Top of Provided records

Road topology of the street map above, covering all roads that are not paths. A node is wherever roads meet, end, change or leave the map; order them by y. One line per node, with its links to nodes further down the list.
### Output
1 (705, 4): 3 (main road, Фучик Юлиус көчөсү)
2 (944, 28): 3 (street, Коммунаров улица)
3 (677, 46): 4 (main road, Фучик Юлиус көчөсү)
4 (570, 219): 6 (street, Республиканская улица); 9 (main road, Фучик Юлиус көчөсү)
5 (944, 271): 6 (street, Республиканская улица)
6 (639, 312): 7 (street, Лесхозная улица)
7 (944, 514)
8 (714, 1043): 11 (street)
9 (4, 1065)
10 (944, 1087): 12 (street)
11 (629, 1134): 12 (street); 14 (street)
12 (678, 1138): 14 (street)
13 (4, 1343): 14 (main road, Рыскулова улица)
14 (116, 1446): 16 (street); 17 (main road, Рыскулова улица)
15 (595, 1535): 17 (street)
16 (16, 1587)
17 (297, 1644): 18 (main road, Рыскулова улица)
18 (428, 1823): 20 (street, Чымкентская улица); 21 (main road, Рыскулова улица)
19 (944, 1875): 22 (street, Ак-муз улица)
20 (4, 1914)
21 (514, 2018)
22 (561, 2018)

Bottom of Provided records

▶ **What you have to do**: Return the data above in full, keeping each line exactly as it stands.

▶ **Solution to the exercise**:
Road topology of the street map above, covering all roads that are not paths. A node is wherever roads meet, end, change or leave the map; order them by y. One line per node, with its links to nodes further down the list.
### Output
1 (705, 4): 3 (main road, Фучик Юлиус көчөсү)
2 (944, 28): 3 (street, Коммунаров улица)
3 (677, 46): 4 (main road, Фучик Юлиус көчөсү)
4 (570, 219): 6 (street, Республиканская улица); 9 (main road, Фучик Юлиус көчөсү)
5 (944, 271): 6 (street, Республиканская улица)
6 (639, 312): 7 (street, Лесхозная улица)
7 (944, 514)
8 (714, 1043): 11 (street)
9 (4, 1065)
10 (944, 1087): 12 (street)
11 (629, 1134): 12 (street); 14 (street)
12 (678, 1138): 14 (street)
13 (4, 1343): 14 (main road, Рыскулова улица)
14 (116, 1446): 16 (street); 17 (main road, Рыскулова улица)
15 (595, 1535): 17 (street)
16 (16, 1587)
17 (297, 1644): 18 (main road, Рыскулова улица)
18 (428, 1823): 20 (street, Чымкентская улица); 21 (main road, Рыскулова улица)
19 (944, 1875): 22 (street, Ак-муз улица)
20 (4, 1914)
21 (514, 2018)
22 (561, 2018)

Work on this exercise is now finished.